If you die without a will it is called ‘dying intestate’, and the government will appoint a trustee to distribute your estate according to a pre-set formula. In Ontario, the first $200,000 of your estate will be distributed to your spouse. They will also receive one-third of the remaining balance. The rest will be equally divided among your children. If your children are under 18, the court will hold the funds in trust, and once they turn 18 all of it will be made available to them.
If you do not wish your estate to be distributed according to this formula, you need to have a will. If you and your spouse would rather decide who the guardians are for your children if you both pass away unexpectedly (rather than have the court decide), you need to have a will and designate them. If you wish to bequeath anything to anybody, you need to have a will.

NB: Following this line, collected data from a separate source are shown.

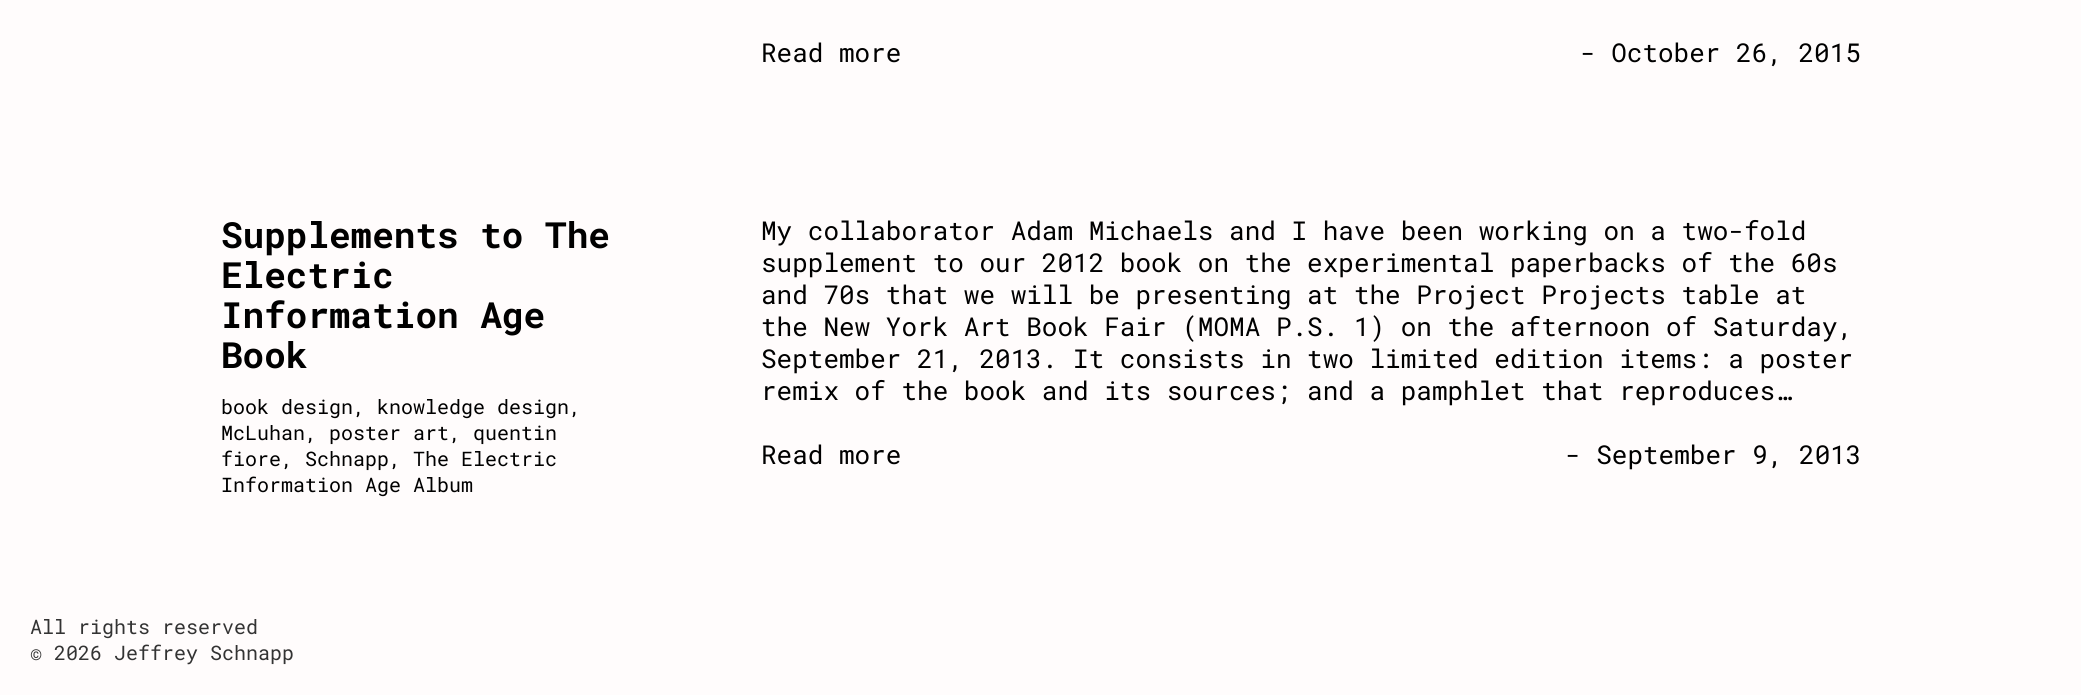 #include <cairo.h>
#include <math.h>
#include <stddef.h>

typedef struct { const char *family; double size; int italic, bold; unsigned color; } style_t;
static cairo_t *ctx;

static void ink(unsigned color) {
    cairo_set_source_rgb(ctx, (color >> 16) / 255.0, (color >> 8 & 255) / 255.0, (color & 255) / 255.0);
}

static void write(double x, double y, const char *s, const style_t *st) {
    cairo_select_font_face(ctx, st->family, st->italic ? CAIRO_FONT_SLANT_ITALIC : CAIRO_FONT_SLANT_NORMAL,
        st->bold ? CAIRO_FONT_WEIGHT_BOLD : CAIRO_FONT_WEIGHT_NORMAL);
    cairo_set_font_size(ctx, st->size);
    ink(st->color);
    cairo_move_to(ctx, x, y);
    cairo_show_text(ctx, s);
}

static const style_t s1 = {"Roboto Mono", 26, 0, 0, 0x000000};
static const style_t s2 = {"Roboto Mono", 36, 0, 1, 0x000000};
static const style_t s3 = {"Roboto Mono", 20, 0, 0, 0x000000};
static const style_t s4 = {"Roboto Mono", 20, 0, 0, 0x333333};

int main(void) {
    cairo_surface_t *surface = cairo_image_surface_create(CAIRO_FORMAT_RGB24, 2081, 695);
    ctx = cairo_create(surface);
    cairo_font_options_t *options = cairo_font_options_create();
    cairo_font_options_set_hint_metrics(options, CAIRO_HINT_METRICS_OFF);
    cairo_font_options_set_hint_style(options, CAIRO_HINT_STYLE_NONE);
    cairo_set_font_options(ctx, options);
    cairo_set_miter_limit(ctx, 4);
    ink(0xfffcfc);
    cairo_paint(ctx);
    write(761, 62, "Read more", &s1);
    write(1580, 62, "- October 26, 2015", &s1);
    write(221, 248, "Supplements to The", &s2);
    write(221, 288, "Electric", &s2);
    write(221, 328, "Information Age", &s2);
    write(221, 368, "Book", &s2);
    write(221, 414, "book design, knowledge design,", &s3);
    write(221, 440, "McLuhan, poster art, quentin", &s3);
    write(221, 466, "fiore, Schnapp, The Electric", &s3);
    write(221, 492, "Information Age Album", &s3);
    write(761, 240, "My collaborator Adam Michaels and I have been working on a two-fold", &s1);
    write(761, 272, "supplement to our 2012 book on the experimental paperbacks of the 60s", &s1);
    write(761, 304, "and 70s that we will be presenting at the Project Projects table at", &s1);
    write(761, 336, "the New York Art Book Fair (MOMA P.S. 1) on the afternoon of Saturday,", &s1);
    write(761, 368, "September 21, 2013. It consists in two limited edition items: a poster", &s1);
    write(761, 400, "remix of the book and its sources; and a pamphlet that reproduces…", &s1);
    write(761, 464, "Read more", &s1);
    write(1565, 464, "- September 9, 2013", &s1);
    write(30, 634, "All rights reserved", &s4);
    write(30, 660, "© 2026 Jeffrey Schnapp", &s4);
    cairo_surface_write_to_png(surface, "screenshot.png");
    cairo_font_options_destroy(options);
    cairo_destroy(ctx);
    cairo_surface_destroy(surface);
    return 0;
} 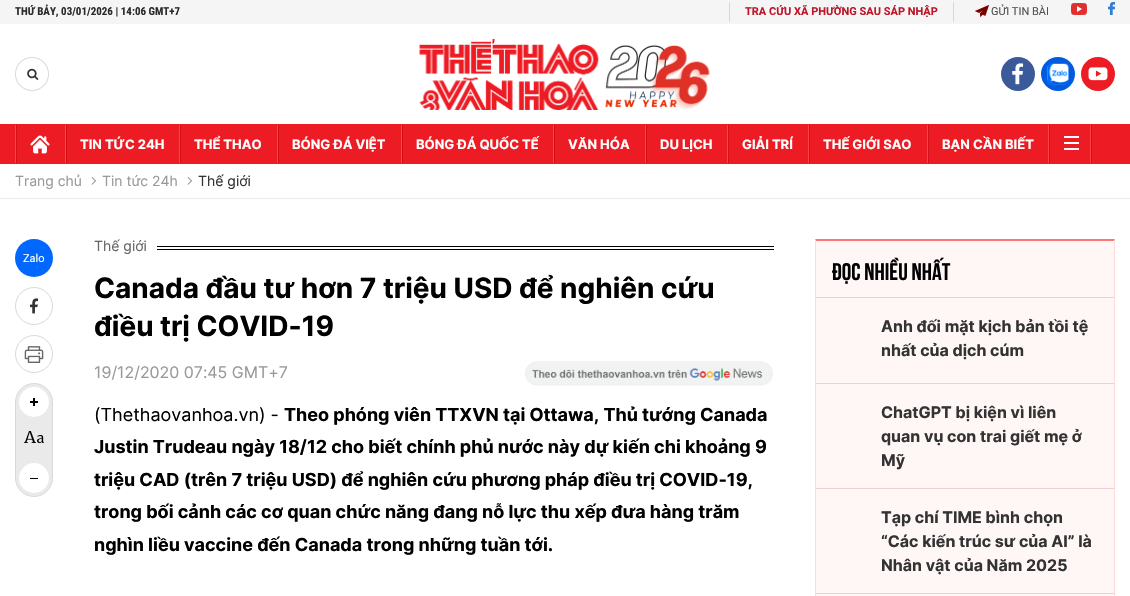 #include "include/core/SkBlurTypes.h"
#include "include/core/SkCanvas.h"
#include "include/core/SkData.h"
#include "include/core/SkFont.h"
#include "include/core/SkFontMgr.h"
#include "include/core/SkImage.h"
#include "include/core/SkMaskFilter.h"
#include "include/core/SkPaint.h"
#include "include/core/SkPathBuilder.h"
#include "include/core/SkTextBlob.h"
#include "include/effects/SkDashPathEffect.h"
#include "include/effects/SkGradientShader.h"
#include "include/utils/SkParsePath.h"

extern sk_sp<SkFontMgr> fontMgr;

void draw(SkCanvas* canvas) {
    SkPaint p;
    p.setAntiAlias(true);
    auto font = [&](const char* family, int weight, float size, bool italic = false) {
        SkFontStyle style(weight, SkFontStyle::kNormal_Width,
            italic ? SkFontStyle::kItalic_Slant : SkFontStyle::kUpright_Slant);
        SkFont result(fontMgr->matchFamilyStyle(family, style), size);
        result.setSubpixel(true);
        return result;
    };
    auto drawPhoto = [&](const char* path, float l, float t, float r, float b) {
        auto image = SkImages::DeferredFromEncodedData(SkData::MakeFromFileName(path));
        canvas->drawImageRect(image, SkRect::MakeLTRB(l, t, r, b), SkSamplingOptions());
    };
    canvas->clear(0xFFFFFFFF);
    p.setColor(0xFFF5F5F5);
    canvas->drawRect(SkRect::MakeLTRB(0, 0, 1130, 24), p);
    auto font1 = font("Roboto Condensed", 700, 11);
    p.setColor(0xFF2B2B2B);
    canvas->drawString("THỨ BẢY, 03/01/2026 | 14:06 GMT+7", 15, 15, font1, p);
    p.setColor(0xFFD8D8D8);
    canvas->drawRect(SkRect::MakeLTRB(953, 2, 954, 22), p);
    canvas->drawRect(SkRect::MakeLTRB(729, 2, 730, 22), p);
    auto font2 = font("Roboto", 700, 11);
    p.setColor(0xFFBD1728);
    canvas->drawString("TRA CỨU XÃ PHƯỜNG SAU SÁP NHẬP", 745, 15, font2, p);
    drawPhoto("media/1.png", 975, 5, 989, 17);
    auto font3 = font("Roboto", 400, 11);
    p.setColor(0xFF525252);
    canvas->drawString("GỬI TIN BÀI", 991, 15, font3, p);
    drawPhoto("media/2.png", 1071, 3, 1087, 15);
    drawPhoto("media/3.png", 1108, 2, 1115, 15);
    drawPhoto("media/4.png", 15, 57, 49, 91);
    drawPhoto("media/5.png", 419, 39, 710, 110);
    p.setColor(0xFF3B5A99);
    canvas->drawCircle(1018, 74, 17, p);
    drawPhoto("media/6.png", 1012, 63, 1024, 85);
    p.setColor(0xFF005BE0);
    canvas->drawCircle(1058, 74, 17, p);
    drawPhoto("media/7.png", 1047, 63, 1069, 85);
    p.setColor(0xFFED1C24);
    canvas->drawCircle(1098, 74, 17, p);
    drawPhoto("media/8.png", 1088, 67, 1108, 81);
    {
        const struct { float l, t, r, b; SkColor color; } items[] = {
            {0, 124, 1130, 164, 0xFFED1C24},
            {15, 125, 16, 163, 0xFFFF4148},
            {16, 125, 17, 163, 0xFFD31018},
        };
        for (auto [l, t, r, b, color] : items) {
            p.setColor(color);
            canvas->drawRect(SkRect::MakeLTRB(l, t, r, b), p);
        }
    }
    drawPhoto("media/9.png", 30, 135, 50, 154);
    p.setColor(0xFFFF4148);
    canvas->drawRect(SkRect::MakeLTRB(65, 125, 66, 163), p);
    p.setColor(0xFFD31018);
    canvas->drawRect(SkRect::MakeLTRB(66, 125, 67, 163), p);
    auto font4 = font("Inter", 700, 13);
    p.setColor(0xFFFFFFFF);
    canvas->drawString("TIN TỨC 24H", 80, 149, font4, p);
    p.setColor(0xFFFF4148);
    canvas->drawRect(SkRect::MakeLTRB(179, 125, 180, 163), p);
    p.setColor(0xFFD31018);
    canvas->drawRect(SkRect::MakeLTRB(180, 125, 181, 163), p);
    p.setColor(0xFFFFFFFF);
    canvas->drawString("THỂ THAO", 194, 149, font4, p);
    p.setColor(0xFFFF4148);
    canvas->drawRect(SkRect::MakeLTRB(277, 125, 278, 163), p);
    p.setColor(0xFFD31018);
    canvas->drawRect(SkRect::MakeLTRB(278, 125, 279, 163), p);
    p.setColor(0xFFFFFFFF);
    canvas->drawString("BÓNG ĐÁ VIỆT", 292, 149, font4, p);
    p.setColor(0xFFFF4148);
    canvas->drawRect(SkRect::MakeLTRB(401, 125, 402, 163), p);
    p.setColor(0xFFD31018);
    canvas->drawRect(SkRect::MakeLTRB(402, 125, 403, 163), p);
    p.setColor(0xFFFFFFFF);
    canvas->drawString("BÓNG ĐÁ QUỐC TẾ", 416, 149, font4, p);
    p.setColor(0xFFFF4148);
    canvas->drawRect(SkRect::MakeLTRB(553, 125, 554, 163), p);
    p.setColor(0xFFD31018);
    canvas->drawRect(SkRect::MakeLTRB(554, 125, 555, 163), p);
    p.setColor(0xFFFFFFFF);
    canvas->drawString("VĂN HÓA", 568, 149, font4, p);
    p.setColor(0xFFFF4148);
    canvas->drawRect(SkRect::MakeLTRB(645, 125, 646, 163), p);
    p.setColor(0xFFD31018);
    canvas->drawRect(SkRect::MakeLTRB(646, 125, 647, 163), p);
    p.setColor(0xFFFFFFFF);
    canvas->drawString("DU LỊCH", 660, 149, font4, p);
    p.setColor(0xFFFF4148);
    canvas->drawRect(SkRect::MakeLTRB(727, 125, 728, 163), p);
    p.setColor(0xFFD31018);
    canvas->drawRect(SkRect::MakeLTRB(728, 125, 729, 163), p);
    p.setColor(0xFFFFFFFF);
    canvas->drawString("GIẢI TRÍ", 742, 149, font4, p);
    p.setColor(0xFFFF4148);
    canvas->drawRect(SkRect::MakeLTRB(808, 125, 809, 163), p);
    p.setColor(0xFFD31018);
    canvas->drawRect(SkRect::MakeLTRB(809, 125, 810, 163), p);
    p.setColor(0xFFFFFFFF);
    canvas->drawString("THẾ GIỚI SAO", 823, 149, font4, p);
    p.setColor(0xFFFF4148);
    canvas->drawRect(SkRect::MakeLTRB(927, 125, 928, 163), p);
    p.setColor(0xFFD31018);
    canvas->drawRect(SkRect::MakeLTRB(928, 125, 929, 163), p);
    p.setColor(0xFFFFFFFF);
    canvas->drawString("BẠN CẦN BIẾT", 942, 149, font4, p);
    {
        const struct { float l, t, r, b; SkColor color; } items[] = {
            {1048, 125, 1049, 163, 0xFFFF4148},
            {1049, 125, 1050, 163, 0xFFD31018},
            {1064, 136, 1079, 138, 0xFFFFFFFF},
            {1064, 142, 1079, 144, 0xFFFFFFFF},
            {1064, 148, 1079, 150, 0xFFFFFFFF},
            {1090, 125, 1091, 163, 0xFFFF4148},
            {1091, 125, 1092, 163, 0xFFD31018},
            {0, 198, 1130, 199, 0xFFEAEAEA},
        };
        for (auto [l, t, r, b, color] : items) {
            p.setColor(color);
            canvas->drawRect(SkRect::MakeLTRB(l, t, r, b), p);
        }
    }
    auto font5 = font("Inter", 400, 14);
    p.setColor(0xFF999999);
    canvas->drawString("Trang chủ", 15, 186, font5, p);
    drawPhoto("media/10.png", 91, 177, 96, 185);
    canvas->drawString("Tin tức 24h", 102, 186, font5, p);
    drawPhoto("media/10.png", 187, 177, 192, 185);
    p.setColor(0xFF333333);
    canvas->drawString("Thế giới", 198, 186, font5, p);
    p.setColor(0xFF0068FF);
    canvas->drawCircle(34, 258, 19, p);
    p.setColor(0xFFFFFFFF);
    canvas->drawString("Zalo", 23, 262, font3, p);
    p.setStyle(SkPaint::kStroke_Style);
    p.setStrokeWidth(1);
    p.setColor(0xFFD9D9D9);
    canvas->drawCircle(34, 306, 18.5f, p);
    drawPhoto("media/11.png", 30, 298, 38, 314);
    canvas->drawCircle(34, 354, 18.5f, p);
    drawPhoto("media/12.png", 24, 346, 44, 363);
    p.setStyle(SkPaint::kFill_Style);
    p.setColor(0xFFEAEAEA);
    canvas->drawRoundRect(SkRect::MakeLTRB(15.5f, 383.5f, 52.5f, 496.5f), 18.5f, 18.5f, p);
    p.setStyle(SkPaint::kStroke_Style);
    p.setColor(0xFFD9D9D9);
    canvas->drawRoundRect(SkRect::MakeLTRB(15.5f, 383.5f, 52.5f, 496.5f), 18.5f, 18.5f, p);
    p.setStyle(SkPaint::kFill_Style);
    p.setColor(0xFFFFFFFF);
    canvas->drawCircle(34, 402, 15, p);
    p.setColor(0xFF000000);
    canvas->drawRect(SkRect::MakeLTRB(30, 401, 38, 403), p);
    canvas->drawRect(SkRect::MakeLTRB(33, 398, 35, 406), p);
    drawPhoto("media/13.png", 24, 431, 44, 443);
    p.setColor(0xFFFFFFFF);
    canvas->drawCircle(34, 478, 15, p);
    p.setColor(0xFF000000);
    canvas->drawRect(SkRect::MakeLTRB(30, 478, 38, 479), p);
    p.setColor(0xFF666666);
    canvas->drawString("Thế giới", 94, 251, font5, p);
    p.setColor(0xFF000000);
    canvas->drawRect(SkRect::MakeLTRB(157, 246, 774, 247), p);
    canvas->drawRect(SkRect::MakeLTRB(157, 249, 774, 250), p);
    auto font6 = font("Inter", 700, 28);
    canvas->drawString("Canada đầu tư hơn 7 triệu USD để nghiên cứu", 94, 298, font6, p);
    canvas->drawString("điều trị COVID-19", 94, 336, font6, p);
    auto font7 = font("Inter", 400, 16);
    p.setColor(0xFF999999);
    canvas->drawString("19/12/2020 07:45 GMT+7", 94, 378, font7, p);
    drawPhoto("media/14.png", 525, 361, 773, 386);
    auto font8 = font("Inter", 400, 18);
    p.setColor(0xFF000000);
    canvas->drawString("(Thethaovanhoa.vn) -", 94, 421, font8, p);
    auto font9 = font("Inter", 700, 18);
    {
        const struct { const char* s; float x, y; } items[] = {
            {"Theo phóng viên TTXVN tại Ottawa, Thủ tướng Canada", 284, 421},
            {"Justin Trudeau ngày 18/12 cho biết chính phủ nước này dự kiến chi khoảng 9", 94, 453},
            {"triệu CAD (trên 7 triệu USD) để nghiên cứu phương pháp điều trị COVID-19,", 94, 486},
            {"trong bối cảnh các cơ quan chức năng đang nỗ lực thu xếp đưa hàng trăm", 94, 518},
            {"nghìn liều vaccine đến Canada trong những tuần tới.", 94, 551},
        };
        for (auto [s, x, y] : items) {
            canvas->drawString(s, x, y, font9, p);
        }
    }
    p.setColor(0xFFFFF6F6);
    canvas->drawRect(SkRect::MakeLTRB(816, 241, 1114, 596), p);
    p.setColor(0xFFFF7373);
    canvas->drawPath(SkPathBuilder().moveTo(815, 239).lineTo(1115, 239).lineTo(1114, 241).lineTo(816, 241).close().detach(), p);
    p.setColor(0xFFFFDBDB);
    canvas->drawPath(SkPathBuilder().moveTo(1115, 239).lineTo(1115, 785).lineTo(1114, 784).lineTo(1114, 241).close().detach(), p);
    canvas->drawPath(SkPathBuilder().moveTo(815, 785).lineTo(815, 239).lineTo(816, 241).lineTo(816, 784).close().detach(), p);
    auto font10 = font("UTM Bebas", 400, 24);
    p.setColor(0xFF000000);
    canvas->drawString("ĐỌC NHIỀU NHẤT", 832, 280, font10, p);
    p.setColor(0xFFF2CFCF);
    canvas->drawRect(SkRect::MakeLTRB(816, 297, 1114, 298), p);
    auto font11 = font("Inter", 700, 16);
    p.setColor(0xFF333333);
    canvas->drawString("Anh đối mặt kịch bản tồi tệ", 881, 332, font11, p);
    canvas->drawString("nhất của dịch cúm", 881, 356, font11, p);
    p.setColor(0xFFF2CFCF);
    canvas->drawRect(SkRect::MakeLTRB(816, 383, 1114, 384), p);
    p.setColor(0xFF333333);
    {
        const struct { const char* s; float x, y; } items[] = {
            {"ChatGPT bị kiện vì liên", 881, 418},
            {"quan vụ con trai giết mẹ ở", 881, 442},
            {"Mỹ", 881, 466},
        };
        for (auto [s, x, y] : items) {
            canvas->drawString(s, x, y, font11, p);
        }
    }
    p.setColor(0xFFF2CFCF);
    canvas->drawRect(SkRect::MakeLTRB(816, 488, 1114, 489), p);
    p.setColor(0xFF333333);
    {
        const struct { const char* s; float x, y; } items[] = {
            {"Tạp chí TIME bình chọn", 881, 523},
            {"“Các kiến trúc sư của AI” là", 881, 547},
            {"Nhân vật của Năm 2025", 881, 571},
        };
        for (auto [s, x, y] : items) {
            canvas->drawString(s, x, y, font11, p);
        }
    }
    p.setColor(0xFFF2CFCF);
    canvas->drawRect(SkRect::MakeLTRB(816, 593, 1114, 594), p);
}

Planning for your own demise is not something we choose to do willingly, but getting this done will actually help you live more carefree. Having your affairs in order, no matter if you are 25, 45 or 65 is just good planning, and a wonderful gift to your family. Times of loss are stressful enough without throwing in additional anguish due to a lack of planning. It can take several weeks up to several months to administer an estate without a will, which can leave loved ones unable to move on.
The cost of a will and two powers of attorney (additional documents recommended to manage your health and estate during a time of incapacity) can cost as little as a few hundred dollars. DO NOT purchase a will kit. Lawyers are the only ones who should create a will in your name, as they are trained to ask all the pertinent questions and to make sure the will reflects your wishes and contemplates all areas of interest for you.
Please do not ignore this aspect of your financial plan. Set a date, whether it is New Year’s Day, the first 20 degree day of the spring, the first snowfall in November, whatever. And get the will in place by then. You’ll sleep a little better knowing it’s done.